The first agricultural revolution included the domestication of wheat, rice, cattle and chickens, yeast for bread and the first irrigation. The second spurred population growth through crop rotation, improvement of the plow, a suite of policy changes including the division of the commons into parcels of private property. The third was driven by the development of artificial fertilizers (mostly from natural gas), and by Norman Borlaug’s cultivation of much more productive strains of wheat just in time to feed an exploding human population.

“There were some unintended consequences of these multiple industrial and agricultural revolutions,” Chu said this month at the Caltech Energy 10 conference, “of greenhouse gas emissions, CO2, methane, nitrous oxide, fluorinated gases, and they have changed our climate.”

Now humanity finds itself on a collision course with a fresh set of limitations: the agricultural sector has consumed half of the earth’s arable land while destabilizing the climate whose relative stability had made agriculture possible.

Agriculture, said Chu, has only recently begun to get the attention it deserves in the global conversation on climate.
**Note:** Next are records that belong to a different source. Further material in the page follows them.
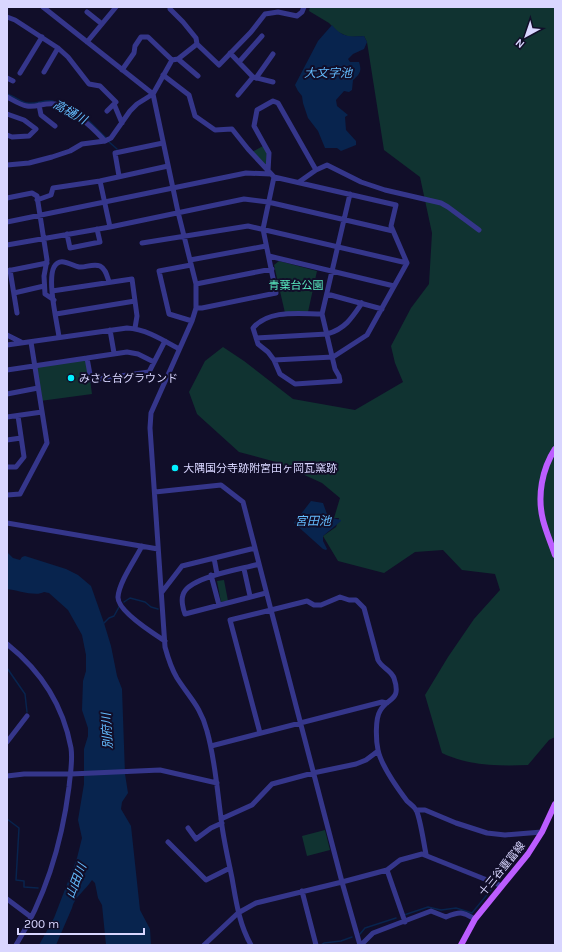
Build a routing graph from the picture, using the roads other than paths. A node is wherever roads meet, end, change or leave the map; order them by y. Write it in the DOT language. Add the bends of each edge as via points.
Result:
graph roads {
  1 [pos="43,7"];
  2 [pos="116,7"];
  3 [pos="304,7"];
  4 [pos="169,8"];
  5 [pos="277,10"];
  6 [pos="87,12"];
  7 [pos="7,17"];
  8 [pos="102,24"];
  9 [pos="262,36"];
  10 [pos="42,37"];
  11 [pos="87,42"];
  12 [pos="197,44"];
  13 [pos="58,48"];
  14 [pos="230,53"];
  15 [pos="273,54"];
  16 [pos="175,59"];
  17 [pos="239,62"];
  18 [pos="122,70"];
  19 [pos="44,72"];
  20 [pos="20,73"];
  21 [pos="163,75"];
  22 [pos="198,76"];
  23 [pos="255,77"];
  24 [pos="7,78"];
  25 [pos="13,81"];
  26 [pos="273,82"];
  27 [pos="153,94"];
  28 [pos="238,95"];
  29 [pos="7,97"];
  30 [pos="114,104"];
  31 [pos="39,105"];
  32 [pos="107,111"];
  33 [pos="7,114"];
  34 [pos="122,123"];
  35 [pos="55,126"];
  36 [pos="7,135"];
  37 [pos="104,141"];
  38 [pos="163,143"];
  39 [pos="7,165"];
  40 [pos="168,166"];
  41 [pos="316,170"];
  42 [pos="271,174"];
  43 [pos="119,176"];
  44 [pos="100,180"];
  45 [pos="300,182"];
  46 [pos="173,188"];
  47 [pos="350,194"];
  48 [pos="7,198"];
  49 [pos="37,200"];
  50 [pos="104,202"];
  51 [pos="268,202"];
  52 [pos="178,212"];
  53 [pos="39,215"];
  54 [pos="344,220"];
  55 [pos="7,222"];
  56 [pos="110,227"];
  57 [pos="97,229"];
  58 [pos="263,229"];
  59 [pos="479,230"];
  60 [pos="392,231"];
  61 [pos="67,234"];
  62 [pos="183,237"];
  63 [pos="43,238"];
  64 [pos="142,243"];
  65 [pos="7,246"];
  66 [pos="266,246"];
  67 [pos="338,246"];
  68 [pos="269,256"];
  69 [pos="47,263"];
  70 [pos="190,263"];
  71 [pos="407,263"];
  72 [pos="272,269"];
  73 [pos="8,270"];
  74 [pos="332,271"];
  75 [pos="109,282"];
  76 [pos="196,284"];
  77 [pos="44,286"];
  78 [pos="394,286"];
  79 [pos="52,291"];
  80 [pos="14,293"];
  81 [pos="327,294"];
  82 [pos="54,300"];
  83 [pos="135,301"];
  84 [pos="362,303"];
  85 [pos="196,308"];
  86 [pos="382,309"];
  87 [pos="17,313"];
  88 [pos="56,314"];
  89 [pos="322,314"];
  90 [pos="192,321"];
  91 [pos="135,328"];
  92 [pos="110,330"];
  93 [pos="327,334"];
  94 [pos="7,335"];
  95 [pos="59,337"];
  96 [pos="256,338"];
  97 [pos="165,341"];
  98 [pos="31,342"];
  99 [pos="22,343"];
  100 [pos="7,345"];
  101 [pos="179,349"];
  102 [pos="114,353"];
  103 [pos="332,357"];
  104 [pos="87,358"];
  105 [pos="274,360"];
  106 [pos="154,362"];
  107 [pos="35,365"];
  108 [pos="7,370"];
  109 [pos="38,388"];
  110 [pos="7,394"];
  111 [pos="42,412"];
  112 [pos="18,416"];
  113 [pos="7,417"];
  114 [pos="21,438"];
  115 [pos="7,440"];
  116 [pos="555,449"];
  117 [pos="7,467"];
  118 [pos="155,492"];
  119 [pos="7,495"];
  120 [pos="7,523"];
  121 [pos="142,546"];
  122 [pos="255,548"];
  123 [pos="158,549"];
  124 [pos="555,555"];
  125 [pos="214,558"];
  126 [pos="259,564"];
  127 [pos="244,569"];
  128 [pos="214,575"];
  129 [pos="162,592"];
  130 [pos="266,593"];
  131 [pos="250,596"];
  132 [pos="219,605"];
  133 [pos="271,610"];
  134 [pos="165,641"];
  135 [pos="7,644"];
  136 [pos="387,704"];
  137 [pos="27,716"];
  138 [pos="300,723"];
  139 [pos="260,733"];
  140 [pos="7,742"];
  141 [pos="211,746"];
  142 [pos="378,750"];
  143 [pos="313,773"];
  144 [pos="71,774"];
  145 [pos="7,776"];
  146 [pos="217,784"];
  147 [pos="555,804"];
  148 [pos="416,810"];
  149 [pos="221,821"];
  150 [pos="188,828"];
  151 [pos="542,832"];
  152 [pos="168,842"];
  153 [pos="426,854"];
  154 [pos="230,868"];
  155 [pos="387,870"];
  156 [pos="342,882"];
  157 [pos="502,886"];
  158 [pos="302,891"];
  159 [pos="7,899"];
  160 [pos="238,913"];
  161 [pos="31,917"];
  162 [pos="475,919"];
  163 [pos="405,922"];
  164 [pos="208,944"];
  165 [pos="16,945"];
  166 [pos="251,945"];
  167 [pos="316,945"];
  168 [pos="361,945"];
  169 [pos="462,945"];
  1 -- 11 [label="street"];
  2 -- 8 [label="street"];
  3 -- 5 [label="street" via="296,16"];
  4 -- 12 [label="street" via="196,38"];
  5 -- 14 [label="street" via="266,14"];
  6 -- 8 [label="street"];
  7 -- 10 [label="street"];
  8 -- 11 [label="street"];
  9 -- 17 [label="street"];
  10 -- 13 [label="street"];
  10 -- 20 [label="street"];
  11 -- 18 [label="street"];
  12 -- 14 [label="street" via="219,64"];
  12 -- 16 [label="street"];
  13 -- 19 [label="street"];
  13 -- 30 [label="street" via="89,84 100,86 116,102"];
  14 -- 17 [label="street"];
  15 -- 23 [label="street"];
  16 -- 18 [label="street" via="148,37 141,37"];
  16 -- 21 [label="street"];
  16 -- 22 [label="street"];
  17 -- 23 [label="street"];
  18 -- 27 [label="street"];
  21 -- 27 [label="street"];
  21 -- 42 [label="street" via="189,95 195,116 215,130 232,129"];
  23 -- 26 [label="street"];
  23 -- 28 [label="street"];
  24 -- 25 [label="street"];
  27 -- 34 [label="street" via="137,104"];
  27 -- 38 [label="street"];
  29 -- 31 [label="street" via="26,106"];
  30 -- 32 [label="street"];
  30 -- 34 [label="street"];
  31 -- 35 [label="street" via="41,115"];
  31 -- 37 [label="street" via="48,103 64,108 86,122"];
  33 -- 36 [label="street" via="24,120 36,129 30,136"];
  34 -- 37 [label="street" via="111,138"];
  37 -- 39 [label="street" via="88,142 64,153 29,163"];
  38 -- 40 [label="street"];
  38 -- 43 [label="street" via="115,154"];
  40 -- 43 [label="street"];
  40 -- 46 [label="street"];
  41 -- 42 [label="street" via="278,103 273,101 257,110 254,126 269,153"];
  41 -- 45 [label="street"];
  41 -- 59 [label="street" via="327,165 344,175 379,188 441,203"];
  42 -- 45 [label="street"];
  42 -- 46 [label="street" via="246,173"];
  42 -- 51 [label="street"];
  43 -- 44 [label="street"];
  44 -- 49 [label="street" via="53,188 51,195"];
  44 -- 50 [label="street"];
  45 -- 47 [label="street"];
  46 -- 50 [label="street"];
  46 -- 52 [label="street"];
  47 -- 54 [label="street"];
  47 -- 60 [label="street" via="396,205"];
  48 -- 49 [label="street" via="32,193 37,196"];
  49 -- 53 [label="street"];
  50 -- 53 [label="street"];
  50 -- 56 [label="street"];
  51 -- 52 [label="street" via="244,200"];
  51 -- 54 [label="street"];
  51 -- 58 [label="street"];
  52 -- 56 [label="street"];
  52 -- 62 [label="street"];
  53 -- 55 [label="street"];
  53 -- 63 [label="street"];
  54 -- 60 [label="street"];
  54 -- 67 [label="street"];
  56 -- 57 [label="street"];
  57 -- 61 [label="street"];
  57 -- 61 [label="street" via="100,242 70,248"];
  58 -- 62 [label="street" via="248,226"];
  58 -- 66 [label="street"];
  58 -- 67 [label="street"];
  60 -- 71 [label="street"];
  61 -- 63 [label="street"];
  62 -- 64 [label="street"];
  62 -- 70 [label="street"];
  63 -- 65 [label="street"];
  63 -- 69 [label="street"];
  66 -- 68 [label="street"];
  66 -- 70 [label="street"];
  67 -- 71 [label="street"];
  67 -- 74 [label="street"];
  68 -- 72 [label="street"];
  68 -- 74 [label="street"];
  69 -- 73 [label="street"];
  69 -- 77 [label="street"];
  70 -- 76 [label="street"];
  70 -- 90 [label="street" via="159,271 169,314"];
  71 -- 78 [label="street"];
  72 -- 76 [label="street"];
  72 -- 85 [label="street" via="276,293"];
  73 -- 80 [label="street"];
  74 -- 78 [label="street"];
  74 -- 81 [label="street"];
  75 -- 79 [label="street"];
  75 -- 79 [label="street" via="106,272 100,266 79,267 63,261 58,263 52,272"];
  75 -- 83 [label="street" via="132,279"];
  76 -- 85 [label="street"];
  77 -- 80 [label="street"];
  77 -- 82 [label="street" via="45,294"];
  78 -- 86 [label="street"];
  79 -- 82 [label="street"];
  80 -- 87 [label="street"];
  81 -- 84 [label="street"];
  81 -- 89 [label="street"];
  82 -- 88 [label="street"];
  83 -- 88 [label="street"];
  83 -- 91 [label="street" via="138,316"];
  84 -- 86 [label="street"];
  84 -- 93 [label="street" via="348,323"];
  85 -- 90 [label="street"];
  86 -- 103 [label="street" via="367,335"];
  88 -- 95 [label="street"];
  89 -- 93 [label="street"];
  89 -- 96 [label="street" via="276,315 257,323 253,328"];
  90 -- 101 [label="street"];
  91 -- 92 [label="street"];
  91 -- 97 [label="street"];
  92 -- 95 [label="street"];
  92 -- 102 [label="street"];
  93 -- 96 [label="street"];
  93 -- 103 [label="street"];
  94 -- 99 [label="street"];
  95 -- 98 [label="street"];
  96 -- 105 [label="street" via="258,344"];
  97 -- 101 [label="street"];
  97 -- 106 [label="street"];
  98 -- 99 [label="street"];
  98 -- 107 [label="street"];
  99 -- 100 [label="street"];
  101 -- 118 [label="street" via="151,413"];
  102 -- 104 [label="street"];
  102 -- 106 [label="street" via="138,354"];
  103 -- 105 [label="street"];
  103 -- 105 [label="street" via="340,381 295,384 280,374"];
  104 -- 106 [label="street" via="91,380 149,372"];
  104 -- 107 [label="street"];
  107 -- 108 [label="street"];
  107 -- 109 [label="street"];
  109 -- 110 [label="street"];
  109 -- 111 [label="street"];
  111 -- 112 [label="street"];
  111 -- 119 [label="street" via="47,440 45,447 20,494"];
  112 -- 113 [label="street"];
  112 -- 114 [label="street"];
  114 -- 115 [label="street"];
  114 -- 117 [label="street" via="24,457 16,467"];
  116 -- 124 [label="main road" via="543,473 541,498 542,518"];
  118 -- 122 [label="street" via="221,485 243,502"];
  118 -- 123 [label="street"];
  120 -- 121 [label="street"];
  121 -- 123 [label="street"];
  121 -- 134 [label="street" via="122,584 118,602 128,614"];
  122 -- 125 [label="street"];
  122 -- 126 [label="street"];
  123 -- 129 [label="street"];
  125 -- 128 [label="street"];
  125 -- 129 [label="street" via="182,566"];
  126 -- 127 [label="street"];
  126 -- 130 [label="street"];
  127 -- 128 [label="street"];
  127 -- 131 [label="street"];
  128 -- 132 [label="street"];
  128 -- 132 [label="street" via="187,587 182,595 184,614"];
  129 -- 134 [label="street"];
  130 -- 131 [label="street"];
  130 -- 133 [label="street"];
  131 -- 132 [label="street"];
  133 -- 136 [label="street" via="307,601 318,606 340,597 356,600 364,608 380,663 394,679 396,691 393,699"];
  133 -- 138 [label="street"];
  133 -- 139 [label="street" via="230,620"];
  134 -- 141 [label="street" via="172,667 202,715"];
  135 -- 144 [label="street" via="23,657 45,682 60,711 71,749"];
  136 -- 138 [label="street" via="382,702"];
  136 -- 142 [label="street" via="378,717"];
  137 -- 140 [label="street"];
  138 -- 139 [label="street"];
  138 -- 143 [label="street"];
  139 -- 141 [label="street"];
  141 -- 146 [label="street"];
  142 -- 143 [label="street" via="356,764"];
  142 -- 148 [label="street" via="385,767 407,801"];
  143 -- 149 [label="street" via="272,784 252,805"];
  143 -- 156 [label="street"];
  144 -- 145 [label="street"];
  144 -- 146 [label="street" via="160,770"];
  144 -- 161 [label="street" via="58,842 44,889"];
  146 -- 149 [label="street"];
  147 -- 151 [label="main road, 十三谷重富線"];
  148 -- 151 [label="street" via="425,810 487,834"];
  148 -- 153 [label="street"];
  149 -- 150 [label="street" via="196,839"];
  149 -- 154 [label="street"];
  151 -- 157 [label="main road, 十三谷重富線"];
  152 -- 154 [label="street" via="206,880"];
  153 -- 155 [label="street" via="400,860"];
  153 -- 157 [label="street"];
  154 -- 160 [label="street"];
  155 -- 156 [label="street"];
  155 -- 163 [label="street"];
  156 -- 158 [label="street"];
  156 -- 168 [label="street"];
  157 -- 162 [label="main road, 十三谷重富線"];
  158 -- 160 [label="street" via="256,903"];
  158 -- 167 [label="street"];
  159 -- 161 [label="street"];
  160 -- 164 [label="street"];
  160 -- 166 [label="street" via="244,934"];
  161 -- 165 [label="street"];
  162 -- 163 [label="street" via="463,912 446,917 431,911"];
  162 -- 169 [label="main road, 十三谷重富線"];
  163 -- 168 [label="street" via="373,933"];
}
It produces more greenhouse gases than energy production, and it offers some of the best opportunities—“the lowest hanging fruit”—for mitigation.

“There should be more efficient ways of doing this,” he said of feeding humanity, “and we really need a fourth agricultural revolution:

• “We need improved crop yields with less fossil-based fertilizers and pesticides.”

• “There’s an opportunity to restore carbon in the soil which we have been depleting since the beginning of agriculture.”

• There is a need for plants that are more resistant to heat and drought.

• There is a need for substitutes for beef and milk. “If beef and dairy cattle were a country,” Chu said, “their roughly five gigatons of co2 equivalent per year would be more emissions than any other country except China, and, well, actually they’re equal to the U.S. (emissions) at the moment.”

• And if fallow fields are used to grow biomass for carbon capture, Chu said, those plants should be optimized for growth through genetic engineering.

Genetic engineering may prove the most problematic feature of Chu’s Fourth Revolution, he acknowledges, at least politically.

“Unfortunately the GMO has a very bad reputation based on Roundup-Ready crops,” he said, referencing crops genetically modified to resist Monsanto’s herbicide Roundup, which had the unintended consequence, according to Harvard University, of producing Roundup-Ready “superweeds” that are much harder to control.

GMOs could have enjoyed a better reputation had their fame rested on genetically-fortified golden rice or on eggplant and cotton genetically modified with bacillus thuringiensis (BT) to resist pests.

“So that’s unfortunate,” Chu said. “You can’t undo history, but I’ll go back to what Norman Borlaug said: We’ll need GMOs to feed a population of 11 billion.”

Chu is a Stanford University physicist who won the 1997 Nobel Prize for Physics for using lasers to trap atoms, but he is also a professor of molecular and cellular physiology and a board member for Oatly, a company that produces an alternative milk made from Oats.

Genetic modification could increase the protein content of plant milks, he said, could spur faster-growing salmon, could nurture microbes in corn roots that slash the plant’s need for added fertilizer.

“As I’ve been trying to point out, we’ve been genetically modifying plants and animals for over 4,000 years,” he said. “The policy is going to be really measured by people’s ease with accepting the technology. You have to say we are concerned about unintended consequences. You have to roll out very carefully.”

“As we fish out the seas, there’s an opportunity here to do some genetic modification, but you have to be careful because you don’t want fish to be released in the wild genetically modified until you’re absolutely sure—and that could take decades—so there are no unintended consequences.”